Evaluation is crucial for the development of information retrieval models. In recent years, a series of milestone works have been introduced to the community, such as MSMARCO, Natural Question (open-domain QA), MIRACL (multilingual retrieval), BEIR and MTEB (general-domain zero-shot retrieval). However, the existing benchmarks are severely limited in the following perspectives.
- Incapability of dealing with new domains. All of the existing benchmarks are static, which means they are established for the pre-defined domains based on human labeled data. Therefore, they are incapable of dealing with new domains which are interested by the users.

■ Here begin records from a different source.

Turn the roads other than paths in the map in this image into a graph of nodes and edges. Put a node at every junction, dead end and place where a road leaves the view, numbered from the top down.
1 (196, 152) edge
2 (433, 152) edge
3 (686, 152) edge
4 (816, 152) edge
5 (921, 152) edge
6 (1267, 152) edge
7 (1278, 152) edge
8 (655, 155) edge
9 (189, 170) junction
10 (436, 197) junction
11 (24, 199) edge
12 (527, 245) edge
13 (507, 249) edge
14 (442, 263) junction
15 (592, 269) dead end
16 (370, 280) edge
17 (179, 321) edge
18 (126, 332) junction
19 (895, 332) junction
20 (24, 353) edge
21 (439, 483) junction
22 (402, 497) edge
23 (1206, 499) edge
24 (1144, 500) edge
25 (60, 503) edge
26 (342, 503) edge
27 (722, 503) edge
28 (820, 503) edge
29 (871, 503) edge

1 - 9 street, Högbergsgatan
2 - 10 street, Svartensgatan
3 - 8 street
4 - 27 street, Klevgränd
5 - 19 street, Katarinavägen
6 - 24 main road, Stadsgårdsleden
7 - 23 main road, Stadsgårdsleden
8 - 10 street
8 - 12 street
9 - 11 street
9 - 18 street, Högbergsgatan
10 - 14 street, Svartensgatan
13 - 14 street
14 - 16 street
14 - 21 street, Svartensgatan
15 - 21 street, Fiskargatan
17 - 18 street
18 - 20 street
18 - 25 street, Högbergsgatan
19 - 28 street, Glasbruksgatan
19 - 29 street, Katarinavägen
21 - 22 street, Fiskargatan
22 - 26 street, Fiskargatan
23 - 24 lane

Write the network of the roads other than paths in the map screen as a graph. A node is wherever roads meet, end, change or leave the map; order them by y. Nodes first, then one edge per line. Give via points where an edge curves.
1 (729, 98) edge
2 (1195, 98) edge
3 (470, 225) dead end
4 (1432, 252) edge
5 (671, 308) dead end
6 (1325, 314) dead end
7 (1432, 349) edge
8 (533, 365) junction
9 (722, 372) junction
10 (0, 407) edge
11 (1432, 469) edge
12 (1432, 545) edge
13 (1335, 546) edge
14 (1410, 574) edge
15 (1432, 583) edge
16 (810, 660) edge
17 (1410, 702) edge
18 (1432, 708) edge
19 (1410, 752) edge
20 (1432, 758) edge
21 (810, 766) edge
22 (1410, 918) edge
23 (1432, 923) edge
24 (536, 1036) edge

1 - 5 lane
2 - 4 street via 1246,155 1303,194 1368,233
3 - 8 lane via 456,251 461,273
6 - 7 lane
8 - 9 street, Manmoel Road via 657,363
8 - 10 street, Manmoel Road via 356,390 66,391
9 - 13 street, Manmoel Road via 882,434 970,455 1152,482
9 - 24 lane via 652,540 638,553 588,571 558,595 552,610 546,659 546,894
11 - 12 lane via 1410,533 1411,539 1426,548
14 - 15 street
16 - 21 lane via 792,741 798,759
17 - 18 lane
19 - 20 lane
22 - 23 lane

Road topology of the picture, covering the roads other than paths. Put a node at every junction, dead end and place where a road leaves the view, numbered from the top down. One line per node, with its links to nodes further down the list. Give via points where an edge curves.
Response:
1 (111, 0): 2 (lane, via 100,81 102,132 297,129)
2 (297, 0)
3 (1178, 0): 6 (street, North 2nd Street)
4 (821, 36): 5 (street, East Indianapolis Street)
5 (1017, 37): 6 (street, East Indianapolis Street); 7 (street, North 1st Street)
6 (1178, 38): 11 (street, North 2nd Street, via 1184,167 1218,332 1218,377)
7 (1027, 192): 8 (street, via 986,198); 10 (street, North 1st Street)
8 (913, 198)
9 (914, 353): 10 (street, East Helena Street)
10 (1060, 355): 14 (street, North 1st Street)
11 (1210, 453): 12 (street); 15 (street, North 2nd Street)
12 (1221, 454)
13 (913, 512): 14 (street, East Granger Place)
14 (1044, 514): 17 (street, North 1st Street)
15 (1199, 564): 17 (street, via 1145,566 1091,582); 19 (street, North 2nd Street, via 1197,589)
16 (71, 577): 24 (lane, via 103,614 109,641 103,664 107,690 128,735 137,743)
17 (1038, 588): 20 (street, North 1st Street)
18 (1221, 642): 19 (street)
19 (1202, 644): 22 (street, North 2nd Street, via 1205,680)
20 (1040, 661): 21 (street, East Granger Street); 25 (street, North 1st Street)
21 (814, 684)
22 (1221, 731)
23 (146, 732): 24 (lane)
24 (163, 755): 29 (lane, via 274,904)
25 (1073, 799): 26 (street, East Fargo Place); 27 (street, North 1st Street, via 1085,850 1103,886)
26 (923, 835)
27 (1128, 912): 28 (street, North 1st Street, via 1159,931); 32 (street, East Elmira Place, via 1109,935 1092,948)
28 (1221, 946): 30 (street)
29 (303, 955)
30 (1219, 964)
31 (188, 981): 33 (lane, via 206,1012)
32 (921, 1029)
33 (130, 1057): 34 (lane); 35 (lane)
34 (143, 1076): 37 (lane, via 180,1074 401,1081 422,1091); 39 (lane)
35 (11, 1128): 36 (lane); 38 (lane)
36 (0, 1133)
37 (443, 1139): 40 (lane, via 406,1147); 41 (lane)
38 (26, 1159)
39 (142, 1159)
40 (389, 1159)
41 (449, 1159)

- Potential risk of over-fitting and data leakage. The existing retrievers are intensively fine-tuned in order to achieve strong performances on popular benchmarks, like BEIR and MTEB. Despite that these benchmarks are initially designed for zero-shot evaluation of O.O.D. Evaluation, the in-domain training data is widely used during the fine-tuning process. What is worse, given the public availability of the existing evaluation datasets, the testing data could be falsely mixed into the retrievers' training set by mistake.
- 🤖 Automated. The testing data is automatically generated by large language models without human intervention. Therefore, it is able to instantly support the evaluation of new domains at a very small cost. Besides, the new testing data is almost impossible to be covered by the training sets of any existing retrievers.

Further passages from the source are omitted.